**THE PROBLEM**:
Every line below that holds the string "junctions" must be copied.

- - - - - - -

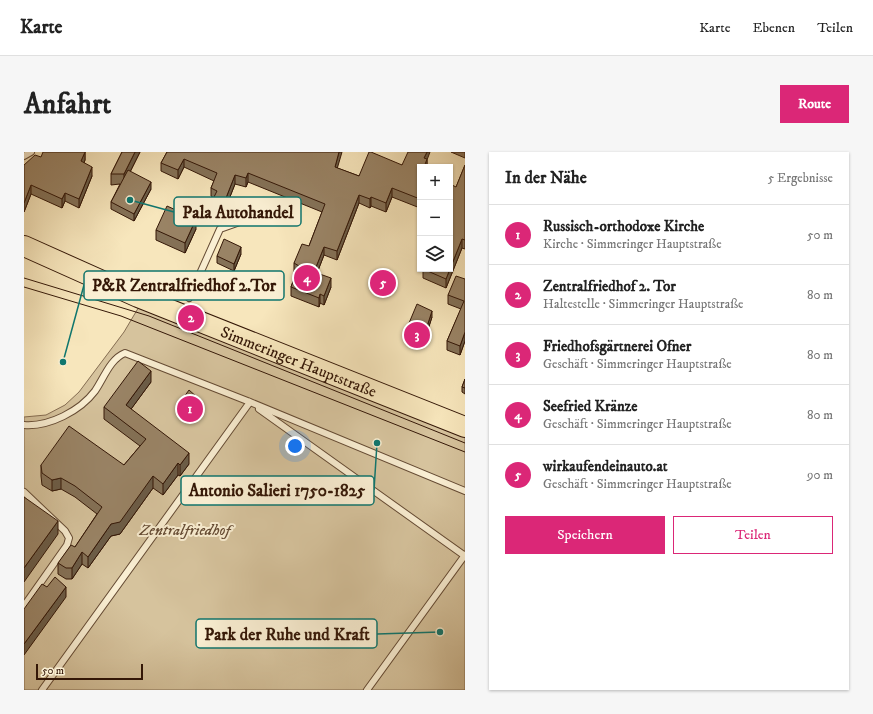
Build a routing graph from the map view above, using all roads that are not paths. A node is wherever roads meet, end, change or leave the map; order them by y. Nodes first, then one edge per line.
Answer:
1 (31, 152) edge
2 (24, 156) edge
3 (265, 213) dead end
4 (24, 246) edge
5 (189, 298) dead end
6 (250, 402) junction
7 (24, 425) edge
8 (465, 427) edge
9 (465, 491) edge
10 (24, 492) edge
11 (465, 556) edge
12 (24, 606) edge
13 (42, 690) edge
14 (367, 690) edge

1 - 2 lane
3 - 5 lane
4 - 8 main road, Simmeringer Hauptstraße
6 - 7 lane
6 - 9 lane
6 - 11 lane
6 - 13 lane
10 - 12 lane
11 - 14 lane

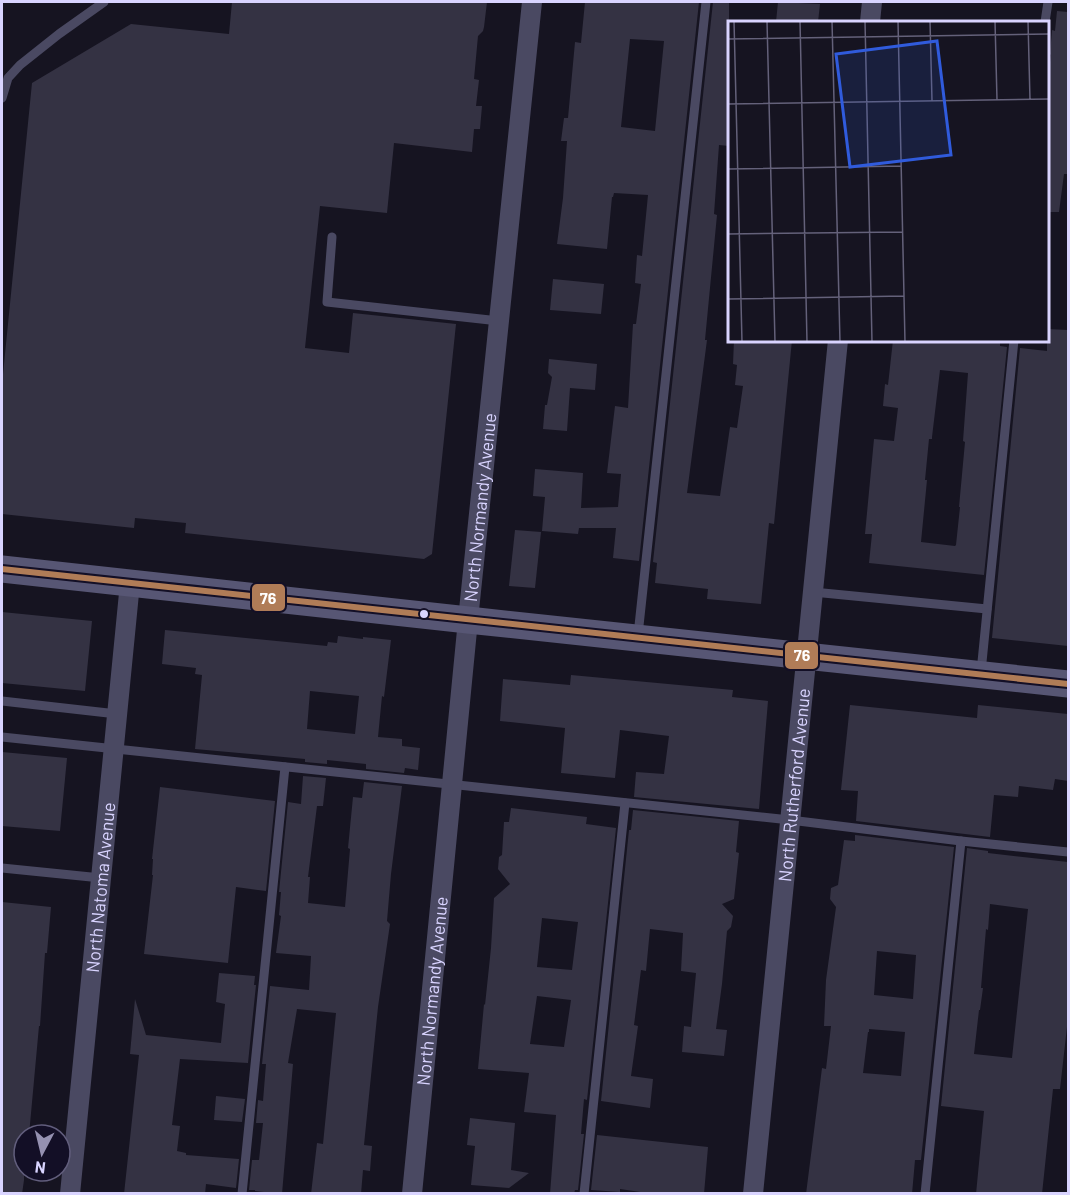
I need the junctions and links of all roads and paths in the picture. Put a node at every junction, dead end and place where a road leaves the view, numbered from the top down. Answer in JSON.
{"nodes":[{"id":1,"x":104,"y":2,"type":"edge"},
{"id":2,"x":532,"y":2,"type":"edge"},
{"id":3,"x":706,"y":2,"type":"edge"},
{"id":4,"x":872,"y":2,"type":"edge"},
{"id":5,"x":1048,"y":2,"type":"edge"},
{"id":6,"x":870,"y":21,"type":"edge"},
{"id":7,"x":1046,"y":21,"type":"edge"},
{"id":8,"x":2,"y":98,"type":"edge"},
{"id":9,"x":332,"y":237,"type":"dead end"},
{"id":10,"x":499,"y":321,"type":"junction"},
{"id":11,"x":838,"y":342,"type":"edge"},
{"id":12,"x":1014,"y":342,"type":"edge"},
{"id":13,"x":2,"y":569,"type":"edge"},
{"id":14,"x":130,"y":583,"type":"junction"},
{"id":15,"x":813,"y":592,"type":"junction"},
{"id":16,"x":987,"y":609,"type":"junction"},
{"id":17,"x":468,"y":620,"type":"junction"},
{"id":18,"x":638,"y":638,"type":"junction"},
{"id":19,"x":806,"y":656,"type":"junction"},
{"id":20,"x":981,"y":674,"type":"junction"},
{"id":21,"x":1068,"y":684,"type":"edge"},
{"id":22,"x":2,"y":700,"type":"edge"},
{"id":23,"x":117,"y":714,"type":"junction"},
{"id":24,"x":2,"y":737,"type":"edge"},
{"id":25,"x":114,"y":749,"type":"junction"},
{"id":26,"x":285,"y":767,"type":"junction"},
{"id":27,"x":452,"y":785,"type":"junction"},
{"id":28,"x":625,"y":802,"type":"junction"},
{"id":29,"x":790,"y":820,"type":"junction"},
{"id":30,"x":961,"y":841,"type":"junction"},
{"id":31,"x":1068,"y":852,"type":"edge"},
{"id":32,"x":2,"y":868,"type":"edge"},
{"id":33,"x":101,"y":878,"type":"junction"},
{"id":34,"x":70,"y":1194,"type":"edge"},
{"id":35,"x":242,"y":1194,"type":"edge"},
{"id":36,"x":412,"y":1194,"type":"edge"},
{"id":37,"x":584,"y":1194,"type":"edge"},
{"id":38,"x":753,"y":1194,"type":"edge"},
{"id":39,"x":925,"y":1194,"type":"edge"}],
"edges":[{"from":1,"to":8,"type":"lane"},
{"from":2,"to":10,"type":"street","name":"North Normandy Avenue"},
{"from":3,"to":18,"type":"lane"},
{"from":4,"to":6,"type":"street"},
{"from":5,"to":7,"type":"lane"},
{"from":9,"to":10,"type":"lane"},
{"from":10,"to":17,"type":"street","name":"North Normandy Avenue"},
{"from":11,"to":15,"type":"street","name":"North Rutherford Avenue"},
{"from":12,"to":16,"type":"lane"},
{"from":13,"to":14,"type":"main road"},
{"from":14,"to":17,"type":"main road"},
{"from":14,"to":23,"type":"street","name":"North Natoma Avenue"},
{"from":15,"to":16,"type":"lane"},
{"from":15,"to":19,"type":"street","name":"North Rutherford Avenue"},
{"from":16,"to":20,"type":"lane"},
{"from":17,"to":18,"type":"main road"},
{"from":17,"to":27,"type":"street","name":"North Normandy Avenue"},
{"from":18,"to":19,"type":"main road"},
{"from":19,"to":20,"type":"main road"},
{"from":19,"to":29,"type":"street","name":"North Rutherford Avenue"},
{"from":20,"to":21,"type":"main road"},
{"from":22,"to":23,"type":"lane"},
{"from":23,"to":25,"type":"street","name":"North Natoma Avenue"},
{"from":24,"to":25,"type":"lane"},
{"from":25,"to":26,"type":"lane"},
{"from":25,"to":33,"type":"street","name":"North Natoma Avenue"},
{"from":26,"to":27,"type":"lane"},
{"from":26,"to":35,"type":"lane"},
{"from":27,"to":28,"type":"lane"},
{"from":27,"to":36,"type":"street","name":"North Normandy Avenue"},
{"from":28,"to":29,"type":"lane"},
{"from":28,"to":37,"type":"lane"},
{"from":29,"to":30,"type":"lane"},
{"from":29,"to":38,"type":"street","name":"North Rutherford Avenue"},
{"from":30,"to":31,"type":"lane"},
{"from":30,"to":39,"type":"lane"},
{"from":32,"to":33,"type":"lane"},
{"from":33,"to":34,"type":"street","name":"North Natoma Avenue"}]}
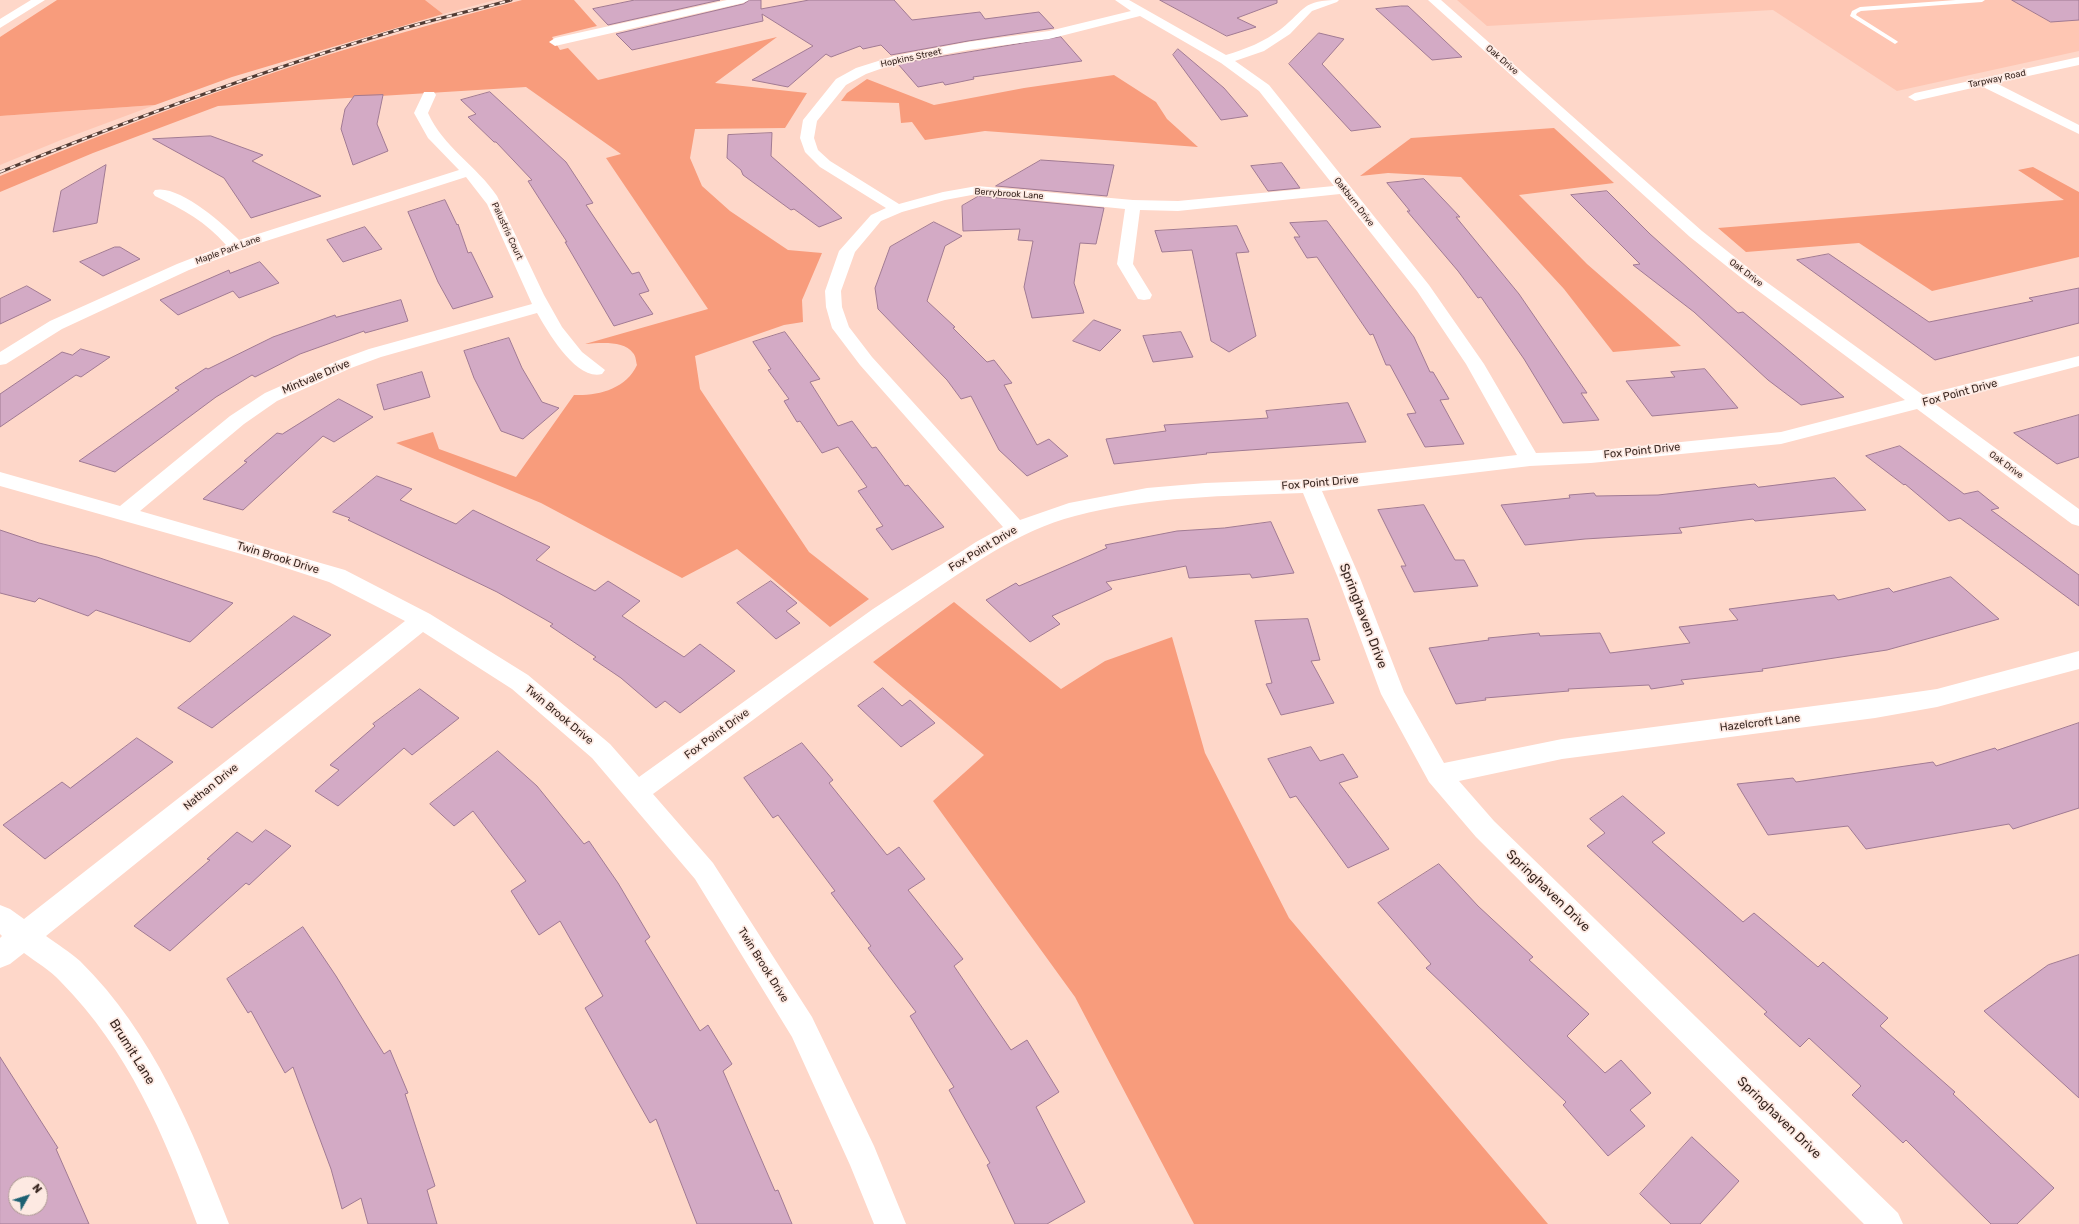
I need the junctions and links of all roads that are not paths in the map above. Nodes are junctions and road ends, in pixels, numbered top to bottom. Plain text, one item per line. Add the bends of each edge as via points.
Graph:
1 (39, 0) edge
2 (743, 0) edge
3 (1121, 0) edge
4 (1333, 0) edge
5 (1434, 0) edge
6 (1982, 0) edge
7 (1140, 12) junction
8 (0, 24) edge
9 (556, 42) dead end
10 (1895, 42) dead end
11 (1225, 60) junction
12 (2079, 61) edge
13 (1983, 82) junction
14 (429, 95) dead end
15 (1915, 97) dead end
16 (2079, 130) edge
17 (469, 171) junction
18 (1344, 189) junction
19 (160, 193) dead end
20 (1133, 205) junction
21 (897, 209) junction
22 (236, 246) junction
23 (1144, 295) dead end
24 (542, 306) junction
25 (0, 360) edge
26 (2079, 361) edge
27 (596, 370) dead end
28 (1921, 403) junction
29 (1530, 460) junction
30 (0, 479) edge
31 (1310, 486) junction
32 (123, 514) junction
33 (2079, 519) edge
34 (1016, 528) junction
35 (422, 620) junction
36 (2079, 660) edge
37 (1438, 775) junction
38 (637, 792) junction
39 (0, 918) edge
40 (25, 936) junction
41 (0, 955) edge
42 (213, 1224) edge
43 (890, 1224) edge
44 (1887, 1224) edge

1 - 8 street
2 - 9 street
3 - 7 street, Oakburn Drive
4 - 11 street via 1308,9 1286,31 1260,48
5 - 28 street, Oak Drive via 1696,234
6 - 10 lane via 1860,9 1854,12 1853,16
7 - 11 street, Oakburn Drive
7 - 21 street, Hopkins Street via 1049,35 968,46 894,60 861,70 841,82 810,120 807,138 812,152 825,164
11 - 18 street, Oakburn Drive via 1264,88
12 - 13 street, Tarpway Road
13 - 15 street, Tarpway Road
13 - 16 street
14 - 17 street, Palustris Court via 421,112 423,122
17 - 22 street, Maple Park Lane
17 - 24 street, Palustris Court via 490,196
18 - 20 street, Berrybrook Lane via 1178,206
18 - 29 street, Oakburn Drive via 1423,288 1475,364
19 - 22 street via 196,209 212,220
20 - 21 street, Berrybrook Lane via 977,190 943,196
20 - 23 street via 1125,264
21 - 34 street, Berrybrook Lane via 876,218 847,251 833,291 834,307 841,328 866,362
22 - 25 street, Maple Park Lane via 70,318
24 - 27 street, Palustris Court via 561,337 577,356
24 - 32 street, Mintvale Drive via 375,353 271,397 237,420
26 - 28 street, Fox Point Drive
28 - 29 street, Fox Point Drive via 1781,438
28 - 33 street, Oak Drive
29 - 31 street, Fox Point Drive
30 - 32 street, Twin Brook Drive
31 - 34 street, Fox Point Drive via 1148,495 1069,510
31 - 37 street, Springhaven Drive via 1349,578 1393,694
32 - 35 street, Twin Brook Drive via 337,576
34 - 38 street, Fox Point Drive via 881,615
35 - 38 street, Twin Brook Drive via 520,682 601,751
35 - 40 street, Nathan Drive
36 - 37 street, Hazelcroft Lane via 1937,698 1562,748
37 - 44 street, Springhaven Drive via 1485,829
38 - 43 street, Twin Brook Drive via 704,871 802,1027 863,1157
39 - 40 street, Brumit Lane
40 - 41 street, Nathan Drive
40 - 42 street, Brumit Lane via 69,970 111,1017 148,1074 183,1145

- - - - - - -

**PROBLEM SOLUTION**:
I need the junctions and links of all roads and paths in the picture. Put a node at every junction, dead end and place where a road leaves the view, numbered from the top down. Answer in JSON.
I need the junctions and links of all roads that are not paths in the map above. Nodes are junctions and road ends, in pixels, numbered top to bottom. Plain text, one item per line. Add the bends of each edge as via points.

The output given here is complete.